An attractive alternative to divest your assets
REITs provide developers and investors a more attractive alternative to property funds, which were discontinued as a vehicle for asset divestment. Property funds were first introduced to Thailand following the Asian Financial Crisis, so that failed companies could offload property assets. However, their adoption and popularity remained limited until 2005, when CPN Retail Growth Property Fund (CPNRF) and Ticon Property Fund (TFUND) were listed to great interest. Since 2014, approximately 12 REITs with a combined value of over THB 64 billion (US$ 1.9 billion) have been listed or converted from property funds.
How to REITs compare to property funds?
REITs are an attractive vehicle for developers to divest assets, offering greater flexibility in the type of real estate assets allowed relative to previous regulations on property funds.
REITs also allow for greater financial leverage and permit up to 10% of total assets to be directly invested into greenfield projects. The attractiveness of REITs as a divestment vehicle has enticed developers to divest prime real estate assets into recently listed REITs; such as GVREIT (Sathorn Square and Park Ventures) and TPRIME (Exchange Tower and Mercury Tower).
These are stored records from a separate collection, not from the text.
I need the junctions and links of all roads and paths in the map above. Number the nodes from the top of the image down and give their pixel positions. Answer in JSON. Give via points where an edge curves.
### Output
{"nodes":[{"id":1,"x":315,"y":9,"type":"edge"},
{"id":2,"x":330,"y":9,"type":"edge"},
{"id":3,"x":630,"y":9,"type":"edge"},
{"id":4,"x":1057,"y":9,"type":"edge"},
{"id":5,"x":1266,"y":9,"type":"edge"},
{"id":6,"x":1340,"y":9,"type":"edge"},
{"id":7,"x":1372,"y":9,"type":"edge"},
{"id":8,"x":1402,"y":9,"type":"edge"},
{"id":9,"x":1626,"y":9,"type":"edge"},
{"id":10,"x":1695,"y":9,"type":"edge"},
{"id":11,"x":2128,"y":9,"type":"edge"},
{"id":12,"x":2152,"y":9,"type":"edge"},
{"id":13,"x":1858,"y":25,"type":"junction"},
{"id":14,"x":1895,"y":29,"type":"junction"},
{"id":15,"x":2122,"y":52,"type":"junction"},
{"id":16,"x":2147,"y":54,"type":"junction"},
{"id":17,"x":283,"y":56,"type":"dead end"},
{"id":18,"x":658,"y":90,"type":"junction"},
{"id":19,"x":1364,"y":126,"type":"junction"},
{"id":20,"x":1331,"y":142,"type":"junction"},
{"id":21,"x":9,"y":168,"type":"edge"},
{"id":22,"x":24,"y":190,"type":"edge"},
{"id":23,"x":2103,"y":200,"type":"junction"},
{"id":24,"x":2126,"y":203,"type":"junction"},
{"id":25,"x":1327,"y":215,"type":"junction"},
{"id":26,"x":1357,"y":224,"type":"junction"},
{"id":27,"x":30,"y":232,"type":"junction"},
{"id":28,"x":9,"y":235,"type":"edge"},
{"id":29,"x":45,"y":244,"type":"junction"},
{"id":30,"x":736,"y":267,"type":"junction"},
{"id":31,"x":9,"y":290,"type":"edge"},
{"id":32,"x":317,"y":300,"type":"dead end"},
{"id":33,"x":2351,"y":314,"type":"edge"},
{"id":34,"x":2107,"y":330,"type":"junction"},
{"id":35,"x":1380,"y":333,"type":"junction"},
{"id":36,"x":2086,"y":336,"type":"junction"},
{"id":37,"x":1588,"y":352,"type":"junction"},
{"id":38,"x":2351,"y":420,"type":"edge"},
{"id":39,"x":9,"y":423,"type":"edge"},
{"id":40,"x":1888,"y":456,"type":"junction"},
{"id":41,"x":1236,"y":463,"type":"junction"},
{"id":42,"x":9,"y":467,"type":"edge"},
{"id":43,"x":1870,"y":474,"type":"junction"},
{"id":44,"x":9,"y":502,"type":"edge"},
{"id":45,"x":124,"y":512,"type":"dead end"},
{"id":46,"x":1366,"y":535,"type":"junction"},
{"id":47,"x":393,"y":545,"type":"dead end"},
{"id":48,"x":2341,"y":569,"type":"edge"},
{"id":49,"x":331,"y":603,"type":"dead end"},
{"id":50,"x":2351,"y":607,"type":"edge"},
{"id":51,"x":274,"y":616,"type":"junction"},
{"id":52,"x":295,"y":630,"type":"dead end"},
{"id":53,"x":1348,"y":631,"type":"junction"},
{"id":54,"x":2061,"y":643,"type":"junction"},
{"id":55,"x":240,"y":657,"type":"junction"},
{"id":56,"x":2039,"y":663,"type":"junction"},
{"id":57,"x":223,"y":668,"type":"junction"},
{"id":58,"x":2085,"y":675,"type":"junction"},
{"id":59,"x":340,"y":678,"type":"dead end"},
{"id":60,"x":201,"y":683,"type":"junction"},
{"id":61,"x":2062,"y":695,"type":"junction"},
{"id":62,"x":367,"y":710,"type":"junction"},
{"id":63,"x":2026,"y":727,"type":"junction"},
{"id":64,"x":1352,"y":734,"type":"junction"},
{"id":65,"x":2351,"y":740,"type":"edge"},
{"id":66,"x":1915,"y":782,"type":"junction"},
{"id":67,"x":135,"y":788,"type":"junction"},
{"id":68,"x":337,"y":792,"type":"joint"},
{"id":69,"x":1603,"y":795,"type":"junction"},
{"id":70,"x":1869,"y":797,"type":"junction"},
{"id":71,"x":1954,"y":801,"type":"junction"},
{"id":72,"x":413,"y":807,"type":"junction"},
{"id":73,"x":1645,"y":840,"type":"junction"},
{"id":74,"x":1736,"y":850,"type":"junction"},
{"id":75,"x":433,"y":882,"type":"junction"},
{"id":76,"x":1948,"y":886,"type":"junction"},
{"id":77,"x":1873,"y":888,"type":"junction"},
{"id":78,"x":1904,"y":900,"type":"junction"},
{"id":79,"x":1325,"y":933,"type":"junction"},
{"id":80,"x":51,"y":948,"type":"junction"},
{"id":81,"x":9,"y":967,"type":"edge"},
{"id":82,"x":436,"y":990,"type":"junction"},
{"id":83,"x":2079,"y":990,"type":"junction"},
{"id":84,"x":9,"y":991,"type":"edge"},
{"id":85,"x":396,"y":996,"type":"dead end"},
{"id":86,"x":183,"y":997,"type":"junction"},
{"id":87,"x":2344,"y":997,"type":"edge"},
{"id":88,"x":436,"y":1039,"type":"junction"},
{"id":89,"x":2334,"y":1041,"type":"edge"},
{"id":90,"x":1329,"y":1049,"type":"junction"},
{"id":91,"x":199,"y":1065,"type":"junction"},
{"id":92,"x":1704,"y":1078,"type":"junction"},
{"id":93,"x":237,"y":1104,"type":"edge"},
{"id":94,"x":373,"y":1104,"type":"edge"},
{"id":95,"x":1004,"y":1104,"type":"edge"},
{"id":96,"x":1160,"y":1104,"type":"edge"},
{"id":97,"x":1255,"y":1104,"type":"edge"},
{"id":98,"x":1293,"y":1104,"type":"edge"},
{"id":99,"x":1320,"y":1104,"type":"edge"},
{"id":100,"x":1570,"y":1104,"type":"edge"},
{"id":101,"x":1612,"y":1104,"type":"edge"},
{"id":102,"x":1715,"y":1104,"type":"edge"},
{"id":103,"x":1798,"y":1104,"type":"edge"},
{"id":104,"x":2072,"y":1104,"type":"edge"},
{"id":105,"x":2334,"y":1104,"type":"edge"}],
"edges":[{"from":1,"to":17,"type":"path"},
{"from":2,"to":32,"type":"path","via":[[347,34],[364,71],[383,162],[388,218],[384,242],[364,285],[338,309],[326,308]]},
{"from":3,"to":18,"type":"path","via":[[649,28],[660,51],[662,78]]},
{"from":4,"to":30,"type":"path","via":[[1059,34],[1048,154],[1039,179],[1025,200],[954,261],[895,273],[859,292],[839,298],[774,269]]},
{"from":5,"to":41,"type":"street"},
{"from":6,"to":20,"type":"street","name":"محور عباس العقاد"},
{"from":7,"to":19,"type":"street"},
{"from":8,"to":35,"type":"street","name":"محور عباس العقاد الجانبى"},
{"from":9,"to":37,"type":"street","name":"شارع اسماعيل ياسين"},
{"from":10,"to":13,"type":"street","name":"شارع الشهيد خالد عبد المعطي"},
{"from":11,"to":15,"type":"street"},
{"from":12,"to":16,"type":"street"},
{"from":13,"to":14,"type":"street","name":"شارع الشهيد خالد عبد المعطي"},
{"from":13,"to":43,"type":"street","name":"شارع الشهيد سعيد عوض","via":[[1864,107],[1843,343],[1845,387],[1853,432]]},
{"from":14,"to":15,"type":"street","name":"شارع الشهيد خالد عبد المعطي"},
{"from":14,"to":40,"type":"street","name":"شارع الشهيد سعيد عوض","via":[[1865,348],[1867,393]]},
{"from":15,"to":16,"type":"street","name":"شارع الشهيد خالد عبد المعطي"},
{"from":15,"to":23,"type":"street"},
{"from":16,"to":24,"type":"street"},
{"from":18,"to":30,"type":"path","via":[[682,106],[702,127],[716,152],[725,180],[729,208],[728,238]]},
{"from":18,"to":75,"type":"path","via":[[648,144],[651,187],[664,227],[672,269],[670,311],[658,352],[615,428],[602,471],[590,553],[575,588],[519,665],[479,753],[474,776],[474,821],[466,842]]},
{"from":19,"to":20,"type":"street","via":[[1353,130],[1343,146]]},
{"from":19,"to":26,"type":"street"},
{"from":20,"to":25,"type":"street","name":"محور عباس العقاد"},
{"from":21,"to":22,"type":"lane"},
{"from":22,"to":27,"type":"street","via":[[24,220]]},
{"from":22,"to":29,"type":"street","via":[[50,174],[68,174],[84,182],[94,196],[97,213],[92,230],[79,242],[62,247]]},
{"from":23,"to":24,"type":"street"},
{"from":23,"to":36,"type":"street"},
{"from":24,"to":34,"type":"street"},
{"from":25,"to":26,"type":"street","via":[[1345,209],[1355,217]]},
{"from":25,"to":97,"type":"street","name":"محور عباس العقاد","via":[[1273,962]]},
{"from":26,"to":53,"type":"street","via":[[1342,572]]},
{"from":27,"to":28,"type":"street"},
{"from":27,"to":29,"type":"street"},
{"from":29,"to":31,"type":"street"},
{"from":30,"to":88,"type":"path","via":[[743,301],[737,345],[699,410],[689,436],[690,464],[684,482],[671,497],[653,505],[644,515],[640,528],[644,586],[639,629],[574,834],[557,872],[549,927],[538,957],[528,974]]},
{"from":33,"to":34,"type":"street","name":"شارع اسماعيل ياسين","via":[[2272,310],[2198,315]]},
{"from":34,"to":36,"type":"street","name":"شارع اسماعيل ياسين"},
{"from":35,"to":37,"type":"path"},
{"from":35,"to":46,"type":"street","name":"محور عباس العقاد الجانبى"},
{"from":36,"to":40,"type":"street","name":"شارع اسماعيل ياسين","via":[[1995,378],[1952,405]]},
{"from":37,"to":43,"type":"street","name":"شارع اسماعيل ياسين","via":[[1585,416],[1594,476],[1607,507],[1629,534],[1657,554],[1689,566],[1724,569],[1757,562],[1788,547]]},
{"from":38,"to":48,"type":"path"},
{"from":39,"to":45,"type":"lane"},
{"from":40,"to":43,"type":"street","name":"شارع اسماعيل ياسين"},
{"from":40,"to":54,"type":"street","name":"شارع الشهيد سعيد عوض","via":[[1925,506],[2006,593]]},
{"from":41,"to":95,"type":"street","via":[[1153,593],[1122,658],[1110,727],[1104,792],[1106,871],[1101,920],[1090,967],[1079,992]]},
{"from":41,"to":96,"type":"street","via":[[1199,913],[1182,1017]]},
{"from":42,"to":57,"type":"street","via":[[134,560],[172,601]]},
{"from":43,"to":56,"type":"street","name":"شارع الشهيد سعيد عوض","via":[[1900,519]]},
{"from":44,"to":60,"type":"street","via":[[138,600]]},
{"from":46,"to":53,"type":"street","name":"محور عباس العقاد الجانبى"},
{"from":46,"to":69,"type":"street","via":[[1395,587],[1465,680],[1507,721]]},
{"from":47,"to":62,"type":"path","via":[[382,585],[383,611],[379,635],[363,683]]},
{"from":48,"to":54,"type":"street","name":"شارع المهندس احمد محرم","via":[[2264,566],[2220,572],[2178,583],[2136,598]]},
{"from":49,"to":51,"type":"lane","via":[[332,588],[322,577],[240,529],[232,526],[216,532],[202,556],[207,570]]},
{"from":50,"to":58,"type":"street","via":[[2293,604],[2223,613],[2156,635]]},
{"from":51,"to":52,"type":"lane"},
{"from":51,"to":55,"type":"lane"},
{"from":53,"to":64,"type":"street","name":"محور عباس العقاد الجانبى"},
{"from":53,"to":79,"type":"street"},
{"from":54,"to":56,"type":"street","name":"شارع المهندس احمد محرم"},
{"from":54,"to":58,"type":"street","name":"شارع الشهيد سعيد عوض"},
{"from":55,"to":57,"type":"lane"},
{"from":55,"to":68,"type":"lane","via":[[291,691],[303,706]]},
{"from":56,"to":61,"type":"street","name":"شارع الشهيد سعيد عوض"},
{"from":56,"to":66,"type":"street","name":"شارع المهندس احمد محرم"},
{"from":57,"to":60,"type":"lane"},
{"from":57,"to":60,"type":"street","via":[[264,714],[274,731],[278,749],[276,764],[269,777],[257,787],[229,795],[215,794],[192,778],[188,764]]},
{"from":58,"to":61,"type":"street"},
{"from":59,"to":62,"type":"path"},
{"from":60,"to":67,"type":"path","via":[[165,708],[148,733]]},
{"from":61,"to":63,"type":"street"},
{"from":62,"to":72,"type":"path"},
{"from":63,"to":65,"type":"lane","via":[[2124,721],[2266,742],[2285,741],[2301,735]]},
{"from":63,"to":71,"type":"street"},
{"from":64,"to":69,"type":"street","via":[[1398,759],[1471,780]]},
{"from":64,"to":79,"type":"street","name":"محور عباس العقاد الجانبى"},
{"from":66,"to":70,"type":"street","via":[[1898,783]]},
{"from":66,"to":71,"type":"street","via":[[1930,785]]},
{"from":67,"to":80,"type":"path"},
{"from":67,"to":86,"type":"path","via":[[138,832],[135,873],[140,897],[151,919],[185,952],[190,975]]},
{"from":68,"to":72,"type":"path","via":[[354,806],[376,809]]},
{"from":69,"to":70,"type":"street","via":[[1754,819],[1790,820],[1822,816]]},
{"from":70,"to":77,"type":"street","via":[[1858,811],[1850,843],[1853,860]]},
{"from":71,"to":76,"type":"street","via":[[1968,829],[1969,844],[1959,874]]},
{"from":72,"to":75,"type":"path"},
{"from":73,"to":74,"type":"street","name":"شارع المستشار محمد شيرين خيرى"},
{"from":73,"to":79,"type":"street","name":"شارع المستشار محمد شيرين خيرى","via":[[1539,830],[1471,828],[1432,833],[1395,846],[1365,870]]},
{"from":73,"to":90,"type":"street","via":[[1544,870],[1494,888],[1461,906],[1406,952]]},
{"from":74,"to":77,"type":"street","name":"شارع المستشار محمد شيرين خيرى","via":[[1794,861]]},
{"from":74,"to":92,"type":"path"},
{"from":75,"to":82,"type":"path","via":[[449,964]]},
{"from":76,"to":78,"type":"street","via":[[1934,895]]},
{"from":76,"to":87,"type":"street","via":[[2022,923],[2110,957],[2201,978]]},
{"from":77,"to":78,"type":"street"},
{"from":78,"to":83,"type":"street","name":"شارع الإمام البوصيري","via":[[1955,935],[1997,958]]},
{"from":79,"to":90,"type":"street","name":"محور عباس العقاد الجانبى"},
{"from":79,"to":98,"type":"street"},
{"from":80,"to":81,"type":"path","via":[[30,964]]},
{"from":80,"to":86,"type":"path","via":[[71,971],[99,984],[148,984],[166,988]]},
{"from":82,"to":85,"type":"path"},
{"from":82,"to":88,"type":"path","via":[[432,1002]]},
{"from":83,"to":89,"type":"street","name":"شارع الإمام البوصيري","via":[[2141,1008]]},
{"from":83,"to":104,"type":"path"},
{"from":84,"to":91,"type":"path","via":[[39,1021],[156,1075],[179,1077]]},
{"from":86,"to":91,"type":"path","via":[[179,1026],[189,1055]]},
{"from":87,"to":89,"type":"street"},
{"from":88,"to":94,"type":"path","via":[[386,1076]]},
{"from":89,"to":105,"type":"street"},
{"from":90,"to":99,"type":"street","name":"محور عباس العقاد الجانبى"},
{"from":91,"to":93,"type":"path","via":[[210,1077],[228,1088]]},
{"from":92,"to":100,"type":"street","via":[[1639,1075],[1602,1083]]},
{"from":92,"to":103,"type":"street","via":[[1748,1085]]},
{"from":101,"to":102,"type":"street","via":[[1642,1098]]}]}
Source: Stock Exchange of Thailand
What investors should take note of
However, one key drawback is that all REIT unitholders are subject to tax, whereas foreign and institutional holders of property funds are generally tax-exempt. The flexibility of greater financial leverage can help to boost prospective yields for REITs, helping offset a higher tax rate.
Source: JLL Research, SETSMART
The future of REITs in Thailand remains bright
One REIT, GLANDRT, is currently in the pipeline to be listed in the near future. Given the strong investor appetite for REITs with office exposure, GLANDRT, which will contain the Ninth Tower and U-Place office buildings, is expected to garner much investor interest.
Additionally, Central Pattana PCL has announced its intention to convert CPN Retail Growth Leasehold Property Fund (CPNRF), Thailand’s largest and most liquid property fund, into a REIT by the end of 2017.
While CPNRF’s current market cap of US$1.2 billion is considerably smaller than the larger REITs in Singapore and Hong Kong (CapitaLand Mall Trust – US$5.1 billion and Link REIT – US$15.8 billion respectively), the upcoming REIT conversion will allow for future asset divestments and future growth.
The future of REITs in Thailand remains bright, given the added flexibility that REITs offer over the now-defunct property funds. We expect investor interest to continue to grow.